*DATA RECORDS*
···
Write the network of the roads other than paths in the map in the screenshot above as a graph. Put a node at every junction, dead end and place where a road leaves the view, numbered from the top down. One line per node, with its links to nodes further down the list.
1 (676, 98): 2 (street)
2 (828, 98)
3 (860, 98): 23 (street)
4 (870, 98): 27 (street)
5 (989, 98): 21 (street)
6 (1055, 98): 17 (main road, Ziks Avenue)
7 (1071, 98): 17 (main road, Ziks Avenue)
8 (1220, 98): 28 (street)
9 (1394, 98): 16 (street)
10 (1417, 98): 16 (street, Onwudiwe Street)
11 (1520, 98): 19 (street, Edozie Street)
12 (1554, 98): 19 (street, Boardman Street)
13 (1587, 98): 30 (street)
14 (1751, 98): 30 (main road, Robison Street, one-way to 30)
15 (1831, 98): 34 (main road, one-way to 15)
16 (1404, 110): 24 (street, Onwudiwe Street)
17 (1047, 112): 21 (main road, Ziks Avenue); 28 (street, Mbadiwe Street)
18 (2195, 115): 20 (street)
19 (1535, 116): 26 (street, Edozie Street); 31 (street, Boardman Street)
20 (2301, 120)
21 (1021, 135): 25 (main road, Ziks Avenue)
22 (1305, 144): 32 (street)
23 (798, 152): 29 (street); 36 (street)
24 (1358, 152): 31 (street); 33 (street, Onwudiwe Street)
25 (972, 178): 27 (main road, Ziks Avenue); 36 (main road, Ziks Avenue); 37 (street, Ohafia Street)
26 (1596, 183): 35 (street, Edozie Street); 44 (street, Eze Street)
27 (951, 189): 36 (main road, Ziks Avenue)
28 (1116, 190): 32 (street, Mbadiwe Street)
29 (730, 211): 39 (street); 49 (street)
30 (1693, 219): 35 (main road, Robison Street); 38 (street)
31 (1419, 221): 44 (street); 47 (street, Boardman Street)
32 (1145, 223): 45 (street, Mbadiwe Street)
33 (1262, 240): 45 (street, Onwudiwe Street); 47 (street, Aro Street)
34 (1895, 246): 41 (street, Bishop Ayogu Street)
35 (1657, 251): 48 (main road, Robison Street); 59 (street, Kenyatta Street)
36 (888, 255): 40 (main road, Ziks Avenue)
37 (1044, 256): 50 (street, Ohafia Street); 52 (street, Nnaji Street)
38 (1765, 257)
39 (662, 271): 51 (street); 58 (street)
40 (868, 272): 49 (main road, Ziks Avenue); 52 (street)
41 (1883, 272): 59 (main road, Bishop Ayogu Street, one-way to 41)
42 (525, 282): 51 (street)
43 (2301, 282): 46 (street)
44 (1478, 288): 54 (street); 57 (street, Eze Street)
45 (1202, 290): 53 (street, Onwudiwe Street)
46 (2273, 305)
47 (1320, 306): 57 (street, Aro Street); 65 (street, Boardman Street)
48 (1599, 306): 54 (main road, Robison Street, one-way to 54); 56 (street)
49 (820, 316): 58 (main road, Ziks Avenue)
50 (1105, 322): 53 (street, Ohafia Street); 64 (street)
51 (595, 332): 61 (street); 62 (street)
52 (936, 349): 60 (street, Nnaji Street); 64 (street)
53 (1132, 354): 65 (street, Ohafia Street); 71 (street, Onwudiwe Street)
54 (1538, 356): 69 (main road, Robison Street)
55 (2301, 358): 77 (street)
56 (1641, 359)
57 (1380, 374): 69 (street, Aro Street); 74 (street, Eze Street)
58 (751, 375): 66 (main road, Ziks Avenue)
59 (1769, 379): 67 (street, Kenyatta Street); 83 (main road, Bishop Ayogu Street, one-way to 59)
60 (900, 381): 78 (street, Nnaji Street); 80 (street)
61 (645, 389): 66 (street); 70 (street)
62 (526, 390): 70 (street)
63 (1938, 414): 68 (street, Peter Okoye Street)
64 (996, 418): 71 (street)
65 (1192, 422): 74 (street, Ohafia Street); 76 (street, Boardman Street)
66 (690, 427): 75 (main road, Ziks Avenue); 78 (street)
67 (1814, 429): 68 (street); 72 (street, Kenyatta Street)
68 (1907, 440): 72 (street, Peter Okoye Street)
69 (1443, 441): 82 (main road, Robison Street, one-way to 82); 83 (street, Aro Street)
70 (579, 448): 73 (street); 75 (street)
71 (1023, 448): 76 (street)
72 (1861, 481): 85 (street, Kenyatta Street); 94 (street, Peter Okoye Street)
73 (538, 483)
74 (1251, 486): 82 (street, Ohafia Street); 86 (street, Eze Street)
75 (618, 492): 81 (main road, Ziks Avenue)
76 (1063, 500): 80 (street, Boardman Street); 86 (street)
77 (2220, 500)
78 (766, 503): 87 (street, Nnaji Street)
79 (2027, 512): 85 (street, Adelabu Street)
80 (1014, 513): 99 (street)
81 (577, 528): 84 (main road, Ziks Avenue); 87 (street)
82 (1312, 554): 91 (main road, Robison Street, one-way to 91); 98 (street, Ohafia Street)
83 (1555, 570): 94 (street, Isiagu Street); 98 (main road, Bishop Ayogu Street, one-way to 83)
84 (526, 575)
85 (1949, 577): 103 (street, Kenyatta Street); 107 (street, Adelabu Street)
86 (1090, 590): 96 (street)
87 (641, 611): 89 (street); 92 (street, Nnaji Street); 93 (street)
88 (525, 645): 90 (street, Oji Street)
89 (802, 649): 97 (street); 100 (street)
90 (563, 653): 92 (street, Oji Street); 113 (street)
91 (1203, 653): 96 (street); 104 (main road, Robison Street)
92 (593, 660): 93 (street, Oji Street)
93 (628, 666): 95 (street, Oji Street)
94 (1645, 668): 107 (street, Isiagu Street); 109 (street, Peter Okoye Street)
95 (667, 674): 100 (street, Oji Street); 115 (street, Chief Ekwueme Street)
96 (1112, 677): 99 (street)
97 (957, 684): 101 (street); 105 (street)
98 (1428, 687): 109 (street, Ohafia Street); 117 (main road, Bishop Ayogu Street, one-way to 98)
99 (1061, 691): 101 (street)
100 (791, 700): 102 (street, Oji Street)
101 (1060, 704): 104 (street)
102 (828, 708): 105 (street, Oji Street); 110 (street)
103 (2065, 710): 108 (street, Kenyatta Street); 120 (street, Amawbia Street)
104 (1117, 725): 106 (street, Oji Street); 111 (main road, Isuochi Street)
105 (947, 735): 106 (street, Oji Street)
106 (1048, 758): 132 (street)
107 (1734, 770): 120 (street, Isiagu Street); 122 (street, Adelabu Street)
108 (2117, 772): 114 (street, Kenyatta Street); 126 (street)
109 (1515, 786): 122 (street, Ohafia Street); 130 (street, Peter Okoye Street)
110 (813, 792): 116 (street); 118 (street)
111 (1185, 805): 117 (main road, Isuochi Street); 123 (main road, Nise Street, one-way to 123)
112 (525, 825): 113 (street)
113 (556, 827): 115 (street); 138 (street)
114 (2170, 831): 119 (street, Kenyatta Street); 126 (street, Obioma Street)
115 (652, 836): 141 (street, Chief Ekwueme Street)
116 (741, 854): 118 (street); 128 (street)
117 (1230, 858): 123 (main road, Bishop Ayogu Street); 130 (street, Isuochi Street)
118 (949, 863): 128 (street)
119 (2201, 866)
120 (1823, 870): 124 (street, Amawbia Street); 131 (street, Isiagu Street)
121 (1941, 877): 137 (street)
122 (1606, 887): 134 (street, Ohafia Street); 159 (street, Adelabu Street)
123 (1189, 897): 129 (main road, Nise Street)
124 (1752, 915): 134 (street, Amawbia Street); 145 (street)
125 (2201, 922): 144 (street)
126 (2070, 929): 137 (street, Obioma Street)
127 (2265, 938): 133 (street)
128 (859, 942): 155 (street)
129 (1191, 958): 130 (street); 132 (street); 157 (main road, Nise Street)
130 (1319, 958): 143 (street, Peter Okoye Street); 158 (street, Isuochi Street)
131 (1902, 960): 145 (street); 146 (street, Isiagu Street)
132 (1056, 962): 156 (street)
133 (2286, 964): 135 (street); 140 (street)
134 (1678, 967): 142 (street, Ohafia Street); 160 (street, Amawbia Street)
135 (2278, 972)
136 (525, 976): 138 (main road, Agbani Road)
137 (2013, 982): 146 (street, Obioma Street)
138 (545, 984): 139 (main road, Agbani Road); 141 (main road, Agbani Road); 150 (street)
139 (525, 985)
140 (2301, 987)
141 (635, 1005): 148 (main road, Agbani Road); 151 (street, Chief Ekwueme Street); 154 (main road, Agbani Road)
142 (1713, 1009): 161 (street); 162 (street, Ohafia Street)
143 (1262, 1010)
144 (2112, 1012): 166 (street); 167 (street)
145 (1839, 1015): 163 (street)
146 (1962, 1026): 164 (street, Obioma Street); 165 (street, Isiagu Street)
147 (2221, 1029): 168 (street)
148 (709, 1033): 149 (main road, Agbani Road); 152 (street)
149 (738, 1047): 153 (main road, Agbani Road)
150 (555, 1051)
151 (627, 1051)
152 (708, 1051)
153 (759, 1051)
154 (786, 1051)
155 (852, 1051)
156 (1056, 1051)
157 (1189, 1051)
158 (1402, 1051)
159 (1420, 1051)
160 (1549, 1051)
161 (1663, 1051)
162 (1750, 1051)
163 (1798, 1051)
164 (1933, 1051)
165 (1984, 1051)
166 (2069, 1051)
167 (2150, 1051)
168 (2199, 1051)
···
*TASK TO CARRY OUT*
List every line in the records above that contains the word "Agbani".

*TASK RESPONSE*
136 (525, 976): 138 (main road, Agbani Road)
138 (545, 984): 139 (main road, Agbani Road); 141 (main road, Agbani Road); 150 (street)
141 (635, 1005): 148 (main road, Agbani Road); 151 (street, Chief Ekwueme Street); 154 (main road, Agbani Road)
148 (709, 1033): 149 (main road, Agbani Road); 152 (street)
149 (738, 1047): 153 (main road, Agbani Road)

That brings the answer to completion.